Sócrates Pedro

Personal information
- Full name: Sócrates Emanuel Adolfo Pedro
- Date of birth: 29 August 1992 (age 33)
- Place of birth: Lisbon, Portugal
- Height: 1.80 m (5 ft 11 in)
- Position: Forward

Team information
- Current team: Churchill Brothers
- Number: 43

Youth career
- 2004–2011: Beira Mar de Almada

Senior career*
- Years: Team / Apps / (Gls)
- 2011: Olímpico Montijo / 1 / (0)
- 2011–2012: Cova da Piedade / 0 / (0)
- 2012–2014: Oriental / 25 / (0)
- 2014–2015: Cova da Piedade / 10 / (1)
- 2015: Interclube / 2 / (0)
- 2015–2016: Tourizense / 32 / (6)
- 2016–2017: Casa Pia / 29 / (13)
- 2017–2018: Pinhalnovense / 23 / (4)
- 2018–2019: Sertanense / 27 / (3)
- 2019–2020: Lusitano / 17 / (4)
- 2020–: Churchill Brothers / 9 / (0)

= Sócrates Pedro =

Portuguese footballer (born 1992)

Sócrates Emanuel Adolfo Pedro (born 29 August 1992) is a Portuguese footballer who plays as a forward for Indian club Churchill Brothers.

==Club career==
===Portugal and Angola===
Born in Lisbon, Portugal, Sócrates has made into the squads of Portuguese clubs Cova Piedade, Clube Oriental Lissabon, Cova Piedade, Tourizense, Casa Pia, Pinhalnovense in Campeonato de Portugal and Angolan side Interclube in Girabola.
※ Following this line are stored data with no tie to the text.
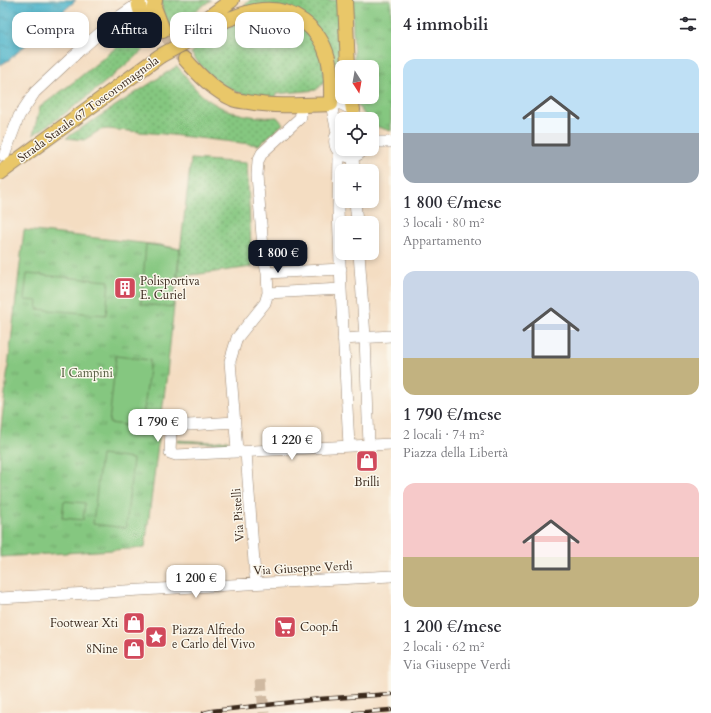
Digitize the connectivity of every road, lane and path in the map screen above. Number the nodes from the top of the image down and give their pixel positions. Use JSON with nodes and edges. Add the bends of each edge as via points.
{"nodes":[{"id":1,"x":232,"y":0,"type":"edge"},
{"id":2,"x":345,"y":0,"type":"edge"},
{"id":3,"x":139,"y":2,"type":"edge"},
{"id":4,"x":155,"y":4,"type":"edge"},
{"id":5,"x":225,"y":10,"type":"edge"},
{"id":6,"x":185,"y":59,"type":"tunnel mouth"},
{"id":7,"x":348,"y":60,"type":"edge"},
{"id":8,"x":331,"y":104,"type":"junction"},
{"id":9,"x":300,"y":105,"type":"junction"},
{"id":10,"x":353,"y":109,"type":"edge"},
{"id":11,"x":335,"y":116,"type":"edge"},
{"id":12,"x":379,"y":142,"type":"edge"},
{"id":13,"x":391,"y":142,"type":"edge"},
{"id":14,"x":4,"y":156,"type":"dead end"},
{"id":15,"x":346,"y":156,"type":"edge"},
{"id":16,"x":356,"y":156,"type":"edge"},
{"id":17,"x":353,"y":157,"type":"junction"},
{"id":18,"x":354,"y":164,"type":"edge"},
{"id":19,"x":0,"y":174,"type":"edge"},
{"id":20,"x":340,"y":208,"type":"edge"},
{"id":21,"x":360,"y":260,"type":"edge"},
{"id":22,"x":341,"y":269,"type":"junction"},
{"id":23,"x":267,"y":273,"type":"junction"},
{"id":24,"x":341,"y":289,"type":"junction"},
{"id":25,"x":268,"y":293,"type":"junction"},
{"id":26,"x":391,"y":336,"type":"edge"},
{"id":27,"x":365,"y":337,"type":"junction"},
{"id":28,"x":344,"y":339,"type":"junction"},
{"id":29,"x":234,"y":422,"type":"junction"},
{"id":30,"x":391,"y":444,"type":"edge"},
{"id":31,"x":349,"y":446,"type":"junction"},
{"id":32,"x":369,"y":446,"type":"junction"},
{"id":33,"x":242,"y":451,"type":"junction"},
{"id":34,"x":255,"y":576,"type":"dead end"},
{"id":35,"x":391,"y":576,"type":"edge"},
{"id":36,"x":0,"y":598,"type":"edge"}],
"edges":[{"from":1,"to":5,"type":"main road"},
{"from":2,"to":7,"type":"main road"},
{"from":3,"to":4,"type":"street"},
{"from":3,"to":4,"type":"main road","via":[[144,16],[163,31]]},
{"from":3,"to":14,"type":"street","via":[[80,50],[35,92],[19,116]]},
{"from":5,"to":8,"type":"main road","via":[[238,15],[275,10],[291,14],[306,22],[318,36],[328,56],[332,78]]},
{"from":5,"to":19,"type":"main road","name":"Strada Statale 67 Toscoromagnola","bridge":true},
{"from":6,"to":9,"type":"main road","via":[[196,72],[233,100]]},
{"from":8,"to":9,"type":"main road"},
{"from":8,"to":10,"type":"street","via":[[341,104]]},
{"from":8,"to":11,"type":"street"},
{"from":9,"to":23,"type":"street","via":[[301,117],[262,153],[258,160],[257,175]]},
{"from":12,"to":13,"type":"street"},
{"from":15,"to":17,"type":"street"},
{"from":16,"to":17,"type":"street"},
{"from":17,"to":18,"type":"street"},
{"from":20,"to":22,"type":"street"},
{"from":21,"to":27,"type":"street"},
{"from":22,"to":23,"type":"street"},
{"from":22,"to":24,"type":"street"},
{"from":23,"to":25,"type":"street"},
{"from":24,"to":25,"type":"street"},
{"from":24,"to":28,"type":"street"},
{"from":25,"to":29,"type":"street","name":"Via Pistelli","via":[[265,303],[237,338],[230,361]]},
{"from":26,"to":27,"type":"street"},
{"from":27,"to":28,"type":"street"},
{"from":27,"to":32,"type":"street"},
{"from":28,"to":31,"type":"street"},
{"from":29,"to":33,"type":"street","name":"Via Pistelli"},
{"from":29,"to":33,"type":"street","via":[[174,426],[171,430],[170,453],[176,455]]},
{"from":30,"to":32,"type":"street"},
{"from":31,"to":32,"type":"street"},
{"from":31,"to":33,"type":"street"},
{"from":33,"to":34,"type":"street","name":"Via Pistelli"},
{"from":35,"to":36,"type":"street","name":"Via Giuseppe Verdi"}]}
He has also made a couple of appearances for Lusitano in the Taça de Portugal in 2019-20 season.

Pedro made initial professional appearance with the Portuguese side Sertanense in the Campeonato de Portugal. He continued his career with another Portuguese side Lusitano and made maiden appearance for the club as well.

===India===
In 2020, Sócrates penned a deal with the I-League club Churchill Brothers and appeared nine times for the club before the league was stopped due to the COVID-19 pandemic in India.